Segment Start: Exercise materials
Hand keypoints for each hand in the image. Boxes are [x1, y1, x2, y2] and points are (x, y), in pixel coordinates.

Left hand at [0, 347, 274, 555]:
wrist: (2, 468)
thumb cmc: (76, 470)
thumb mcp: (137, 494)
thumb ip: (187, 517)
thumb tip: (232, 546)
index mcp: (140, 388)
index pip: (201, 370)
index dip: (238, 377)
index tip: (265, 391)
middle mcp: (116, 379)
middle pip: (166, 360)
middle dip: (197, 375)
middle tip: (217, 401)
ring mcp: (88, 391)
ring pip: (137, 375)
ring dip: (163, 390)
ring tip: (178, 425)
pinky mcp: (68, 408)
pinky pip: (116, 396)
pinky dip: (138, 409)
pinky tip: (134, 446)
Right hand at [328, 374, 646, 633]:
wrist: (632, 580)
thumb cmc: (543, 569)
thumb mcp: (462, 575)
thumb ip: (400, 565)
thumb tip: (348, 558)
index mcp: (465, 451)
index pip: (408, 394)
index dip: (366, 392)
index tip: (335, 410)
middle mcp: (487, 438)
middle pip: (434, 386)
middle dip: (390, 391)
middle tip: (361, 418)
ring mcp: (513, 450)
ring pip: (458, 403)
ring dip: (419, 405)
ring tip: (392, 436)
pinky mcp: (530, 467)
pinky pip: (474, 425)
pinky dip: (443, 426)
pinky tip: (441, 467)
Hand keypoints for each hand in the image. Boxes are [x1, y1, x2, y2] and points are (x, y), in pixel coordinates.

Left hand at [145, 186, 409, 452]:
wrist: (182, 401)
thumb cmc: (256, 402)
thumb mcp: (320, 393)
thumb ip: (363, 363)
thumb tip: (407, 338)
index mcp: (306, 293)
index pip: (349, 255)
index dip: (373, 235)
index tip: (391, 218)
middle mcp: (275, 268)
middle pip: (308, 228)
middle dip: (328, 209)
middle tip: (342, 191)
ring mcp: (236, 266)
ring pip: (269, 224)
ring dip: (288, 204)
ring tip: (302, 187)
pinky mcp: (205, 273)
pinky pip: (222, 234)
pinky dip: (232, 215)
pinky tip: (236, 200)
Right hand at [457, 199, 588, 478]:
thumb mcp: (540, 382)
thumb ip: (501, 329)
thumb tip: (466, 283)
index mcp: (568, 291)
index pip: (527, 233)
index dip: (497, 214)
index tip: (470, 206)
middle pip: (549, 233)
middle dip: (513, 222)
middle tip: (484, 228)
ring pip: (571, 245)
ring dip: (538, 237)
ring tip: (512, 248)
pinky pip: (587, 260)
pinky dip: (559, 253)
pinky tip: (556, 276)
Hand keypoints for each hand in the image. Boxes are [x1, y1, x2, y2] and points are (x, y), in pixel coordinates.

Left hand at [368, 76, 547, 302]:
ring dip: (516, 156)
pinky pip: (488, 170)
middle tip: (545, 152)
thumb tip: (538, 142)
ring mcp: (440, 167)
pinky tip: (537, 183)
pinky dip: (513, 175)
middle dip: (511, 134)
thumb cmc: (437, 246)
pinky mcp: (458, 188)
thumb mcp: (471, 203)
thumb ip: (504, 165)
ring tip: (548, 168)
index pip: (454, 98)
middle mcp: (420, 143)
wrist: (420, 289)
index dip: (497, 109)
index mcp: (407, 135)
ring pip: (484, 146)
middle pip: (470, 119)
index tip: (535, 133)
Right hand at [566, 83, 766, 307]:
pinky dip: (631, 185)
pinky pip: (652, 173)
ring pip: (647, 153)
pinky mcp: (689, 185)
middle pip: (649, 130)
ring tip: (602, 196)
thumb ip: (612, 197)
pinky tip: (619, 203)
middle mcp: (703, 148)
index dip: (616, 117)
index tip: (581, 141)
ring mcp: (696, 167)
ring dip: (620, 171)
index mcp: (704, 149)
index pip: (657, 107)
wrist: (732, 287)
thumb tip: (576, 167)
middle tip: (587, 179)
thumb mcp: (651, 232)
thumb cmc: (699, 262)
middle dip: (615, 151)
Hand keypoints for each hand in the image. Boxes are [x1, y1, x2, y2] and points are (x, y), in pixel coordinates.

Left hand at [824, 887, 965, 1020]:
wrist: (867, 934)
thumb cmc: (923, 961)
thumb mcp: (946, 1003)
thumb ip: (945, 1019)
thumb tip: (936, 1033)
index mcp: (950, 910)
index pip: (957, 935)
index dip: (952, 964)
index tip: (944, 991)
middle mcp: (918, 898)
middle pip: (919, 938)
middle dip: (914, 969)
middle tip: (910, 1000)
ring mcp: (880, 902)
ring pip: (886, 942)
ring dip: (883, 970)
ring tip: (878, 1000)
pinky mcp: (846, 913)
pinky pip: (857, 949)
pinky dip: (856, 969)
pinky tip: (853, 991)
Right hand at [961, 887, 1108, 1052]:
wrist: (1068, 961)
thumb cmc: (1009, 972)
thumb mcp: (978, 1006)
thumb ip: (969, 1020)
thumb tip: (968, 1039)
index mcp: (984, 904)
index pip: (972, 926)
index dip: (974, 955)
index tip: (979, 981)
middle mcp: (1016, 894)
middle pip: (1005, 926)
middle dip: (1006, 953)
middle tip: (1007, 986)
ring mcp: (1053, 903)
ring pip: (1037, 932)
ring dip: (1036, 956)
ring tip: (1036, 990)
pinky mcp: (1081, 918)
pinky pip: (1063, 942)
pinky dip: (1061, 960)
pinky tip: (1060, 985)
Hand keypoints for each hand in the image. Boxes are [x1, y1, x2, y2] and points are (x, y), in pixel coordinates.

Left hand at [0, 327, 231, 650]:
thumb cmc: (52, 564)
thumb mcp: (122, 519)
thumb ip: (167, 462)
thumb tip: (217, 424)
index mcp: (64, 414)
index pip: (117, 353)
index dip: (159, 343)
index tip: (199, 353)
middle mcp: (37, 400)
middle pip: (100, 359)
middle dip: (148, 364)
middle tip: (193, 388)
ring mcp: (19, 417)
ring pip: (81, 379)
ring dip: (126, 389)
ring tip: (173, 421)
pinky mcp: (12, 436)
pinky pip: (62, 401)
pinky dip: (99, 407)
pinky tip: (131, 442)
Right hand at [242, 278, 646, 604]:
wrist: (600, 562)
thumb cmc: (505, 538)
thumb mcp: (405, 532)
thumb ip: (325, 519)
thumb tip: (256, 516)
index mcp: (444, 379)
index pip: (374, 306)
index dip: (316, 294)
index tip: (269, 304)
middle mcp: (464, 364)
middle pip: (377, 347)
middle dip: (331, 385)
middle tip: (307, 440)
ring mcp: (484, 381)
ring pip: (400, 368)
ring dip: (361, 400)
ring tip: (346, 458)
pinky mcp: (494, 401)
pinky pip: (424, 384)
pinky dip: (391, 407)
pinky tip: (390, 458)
Segment End: Exercise materials
Copy out the entries from the material above, matching each one exactly.

Hand keypoints for each hand in the image. Boxes are [x1, y1, x2, y2] and points are (x, y), in pixel coordinates.

Left hand at [0, 347, 274, 555]:
wrist: (2, 468)
thumb cmc: (76, 470)
thumb mcp: (137, 494)
thumb ip: (187, 517)
thumb tip: (232, 546)
index mcp: (140, 388)
index pip: (201, 370)
index dip: (238, 377)
index tip: (265, 391)
middle mcp: (116, 379)
middle pip: (166, 360)
middle dip: (197, 375)
middle tip: (217, 401)
ring mcp: (88, 391)
ring pip: (137, 375)
ring dip: (163, 390)
ring tip: (178, 425)
pinky mcp: (68, 408)
pinky pip: (116, 396)
pinky dip: (138, 409)
pinky tip: (134, 446)
Right hand at [328, 374, 646, 633]:
wrist: (632, 580)
thumb cmc: (543, 569)
thumb mcp: (462, 575)
thumb ip: (400, 565)
thumb tip: (348, 558)
index mcp: (465, 451)
index pip: (408, 394)
index dip: (366, 392)
index tip: (335, 410)
middle mcp: (487, 438)
middle pip: (434, 386)
middle dip: (390, 391)
middle tip: (361, 418)
ring mcp: (513, 450)
ring pip: (458, 403)
ring dip: (419, 405)
ring tip: (392, 436)
pinky mcp: (530, 467)
pinky pip: (474, 425)
pinky dip: (443, 426)
pinky tip: (441, 467)
Hand keypoints for each hand in the image. Boxes are [x1, y1, x2, y2] and points are (x, y), in pixel coordinates.

Left hand at [145, 186, 409, 452]:
wrist: (182, 401)
thumb cmc: (256, 402)
thumb mcp: (320, 393)
thumb ip: (363, 363)
thumb tip: (407, 338)
index mcp: (306, 293)
index pip: (349, 255)
index dip: (373, 235)
index tip: (391, 218)
middle mcp: (275, 268)
middle pip: (308, 228)
middle dip: (328, 209)
middle tip: (342, 191)
ring mcp: (236, 266)
ring pip: (269, 224)
ring dip: (288, 204)
ring tip: (302, 187)
pinky mcp: (205, 273)
pinky pip: (222, 234)
pinky dip: (232, 215)
pinky tip: (236, 200)
Right hand at [457, 199, 588, 478]:
thumb mcp: (540, 382)
thumb ip: (501, 329)
thumb tip: (466, 283)
index mcp: (568, 291)
index pip: (527, 233)
index dip: (497, 214)
index tip: (470, 206)
middle pip: (549, 233)
middle dip: (513, 222)
middle tip: (484, 228)
ring pip: (571, 245)
ring dip: (538, 237)
ring tip: (512, 248)
pinky pip: (587, 260)
pinky dip: (559, 253)
pinky tip: (556, 276)
Hand keypoints for each hand in the image. Boxes are [x1, y1, x2, y2] and points are (x, y), in pixel coordinates.

Left hand at [368, 76, 547, 302]:
ring dip: (516, 156)
pinky pip: (488, 170)
middle tip: (545, 152)
thumb tip: (538, 142)
ring mcp: (440, 167)
pinky tip: (537, 183)
pinky dip: (513, 175)
middle dip: (511, 134)
thumb cmc: (437, 246)
pinky mcp: (458, 188)
thumb mcp: (471, 203)
thumb ip: (504, 165)
ring tip: (548, 168)
index pip: (454, 98)
middle mcp: (420, 143)
wrist: (420, 289)
index dip: (497, 109)
index mcp: (407, 135)
ring pip: (484, 146)
middle pip: (470, 119)
index tip: (535, 133)
Right hand at [566, 83, 766, 307]:
pinky dip: (631, 185)
pinky pip: (652, 173)
ring pip: (647, 153)
pinky mcp: (689, 185)
middle pip: (649, 130)
ring tip: (602, 196)
thumb ip: (612, 197)
pinky tip: (619, 203)
middle mcp: (703, 148)
index dip: (616, 117)
index tip: (581, 141)
ring mcp: (696, 167)
ring dip: (620, 171)
index mcp: (704, 149)
index pip: (657, 107)
wrist: (732, 287)
thumb tip: (576, 167)
middle tip: (587, 179)
thumb mcp: (651, 232)
thumb cmc: (699, 262)
middle dip: (615, 151)
Hand keypoints for each hand in the image. Boxes are [x1, y1, x2, y2] and points are (x, y), in pixel coordinates.

Left hand at [824, 887, 965, 1020]:
wrist: (867, 934)
thumb cmc: (923, 961)
thumb mcp: (946, 1003)
thumb ip: (945, 1019)
thumb tip: (936, 1033)
index mcp: (950, 910)
index pip: (957, 935)
index dip: (952, 964)
index tip: (944, 991)
middle mcp: (918, 898)
middle pip: (919, 938)
middle dip: (914, 969)
middle tip: (910, 1000)
ring mcp: (880, 902)
ring pip: (886, 942)
ring dip: (883, 970)
ring tip: (878, 1000)
pinky mcp: (846, 913)
pinky pip: (857, 949)
pinky dip: (856, 969)
pinky tip: (853, 991)
Right hand at [961, 887, 1108, 1052]:
wrist: (1068, 961)
thumb cmc: (1009, 972)
thumb mcp: (978, 1006)
thumb ip: (969, 1020)
thumb tip: (968, 1039)
index mcp: (984, 904)
index pip: (972, 926)
index dip: (974, 955)
index tip: (979, 981)
middle mcp: (1016, 894)
middle pip: (1005, 926)
middle dip: (1006, 953)
middle tip: (1007, 986)
ring mcp: (1053, 903)
ring pip: (1037, 932)
ring dip: (1036, 956)
ring tip: (1036, 990)
pinky mcp: (1081, 918)
pinky pip: (1063, 942)
pinky dip: (1061, 960)
pinky tip: (1060, 985)
Hand keypoints for each hand in the image. Boxes are [x1, y1, x2, y2] and points are (x, y), in pixel coordinates.

Left hand at [0, 327, 231, 650]:
thumb cmc: (52, 564)
thumb mcp: (122, 519)
thumb ip: (167, 462)
thumb tip: (217, 424)
index mcp: (64, 414)
index pip: (117, 353)
index dip: (159, 343)
index tip: (199, 353)
middle mcp: (37, 400)
middle pip: (100, 359)
middle dip: (148, 364)
middle tip: (193, 388)
ring mcp: (19, 417)
ring pip: (81, 379)
ring dip: (126, 389)
ring tip: (173, 421)
pinky mcp: (12, 436)
pinky pip: (62, 401)
pinky dip: (99, 407)
pinky tip: (131, 442)
Right hand at [242, 278, 646, 604]:
wrist: (600, 562)
thumb cmc: (505, 538)
thumb mcp: (405, 532)
thumb ip: (325, 519)
thumb tip: (256, 516)
index mcp: (444, 379)
index pip: (374, 306)
index dip: (316, 294)
index tip: (269, 304)
middle mcp: (464, 364)
middle pip: (377, 347)
middle dip: (331, 385)
middle tip: (307, 440)
ring mcp: (484, 381)
ring pip: (400, 368)
ring dip: (361, 400)
ring tip: (346, 458)
pinky mcp: (494, 401)
pinky pip: (424, 384)
pinky dip: (391, 407)
pinky tip: (390, 458)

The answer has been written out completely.